R.G. n° 22/01089 - N° Portalis DB2E-W-B7G-LBMA.

COMPOSITION DU TRIBUNAL : Magistrats qui ont délibéré : - Delphine MARDON, Vice-Présidente, Président, - Jean-François HAMEL, Juge consulaire, Assesseur, - Jacky BANTZE, Juge Consulaire, Assesseur.

Greffier lors de l’audience : Inès WILLER

DÉBATS : À l'audience publique du 25 avril 2025 à l’issue de laquelle le Président a avisé les parties que le jugement serait prononcé par mise à disposition au greffe à la date du 11 Juillet 2025 ;

JUGEMENT : - déposé au greffe le 11 juillet 2025, - réputée contradictoire et en premier ressort, - signé par Delphine MARDON, Vice-Présidente, et par Inès WILLER, Greffière, Greffier lors de la mise à disposition ;

 

DEMANDERESSE :

SAS GRENKE LOCATION  

prise en la personne de son représentant légal, [Adresse 6], [Localité 4], représentée par Maître Zahra AGBO-KHAFFANE, avocat au barreau de STRASBOURG, avocat plaidant

 

DÉFENDERESSES :

SARL EUROCOM MEDIA

prise en la personne de son représentant légal, [Adresse 1], [Localité 7], Non représentée,

SASU CBUILD

RCS de Versailles n° YYY, Prise en la personne de son représentant légal, en cette qualité audit siège, Ayant pour avocat plaidant Maître Violaine Etcheverry, avocat au Barreau de Paris, [Adresse 2], [Localité 5], représentée par Maître Manuela DE RAVEL D’ESCLAPON de la SELARL 4T8, avocat au barreau de STRASBOURG, avocat postulant, Maître Violaine ETCHEVERRY, avocat au barreau de PARIS, avocat plaidant

 

EXPOSÉ DU LITIGE                                                           (N.B. : mention ne figurant pas sur l’original)

EXPOSÉ DU LITIGE :

* Exposé des faits et de la procédure :

En date du 21 février 2020, les sociétés GRENKE LOCATION et CBUILD ont conclu un contrat de location n°958-049854 portant sur un mur d’image et 7 écrans 43" moyennant un loyer mensuel HT de 180 euros, payable trimestriellement, et pour une durée de 63 mois.
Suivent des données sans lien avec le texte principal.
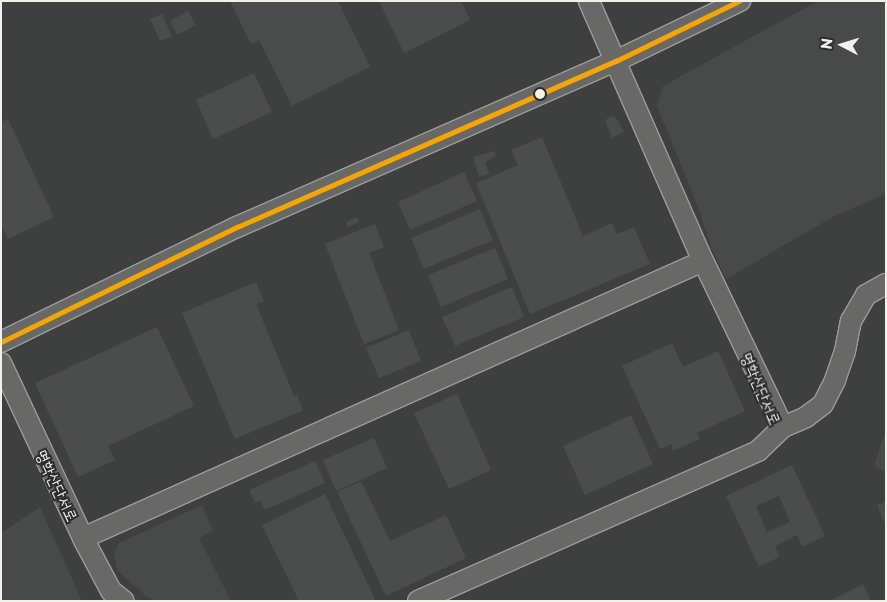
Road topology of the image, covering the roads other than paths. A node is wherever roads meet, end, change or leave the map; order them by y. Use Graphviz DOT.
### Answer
graph roads {
  1 [pos="589,1"];
  2 [pos="740,1"];
  3 [pos="616,61"];
  4 [pos="703,260"];
  5 [pos="886,284"];
  6 [pos="1,342"];
  7 [pos="1,363"];
  8 [pos="782,427"];
  9 [pos="83,538"];
  10 [pos="124,601"];
  11 [pos="418,601"];
  1 -- 3 [label="street, 명학산단서로"];
  2 -- 3 [label="street"];
  3 -- 4 [label="street, 명학산단서로"];
  3 -- 6 [label="street"];
  4 -- 8 [label="street, 명학산단서로"];
  4 -- 9 [label="street"];
  5 -- 8 [label="street"];
  7 -- 9 [label="street, 명학산단서로"];
  8 -- 11 [label="street, 명학산단서로"];
  9 -- 10 [label="street, 명학산단서로"];
}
Le matériel a été livré le 13 février 2020 par la société EUROCOM MÉDIA, en qualité de fournisseur.

À compter du mois d’avril 2020, la société CBUILD n’a plus honoré le paiement des loyers dus. La société GRENKE LOCATION l’a donc mise en demeure de régulariser la situation, par courrier recommandé daté du 15 juin 2020.

En l’absence de règlement, invoquant les conditions générales, elle a résilié le contrat de location par courrier recommandé du 13 octobre 2020 et a sollicité le paiement des arriérés et la restitution du matériel loué.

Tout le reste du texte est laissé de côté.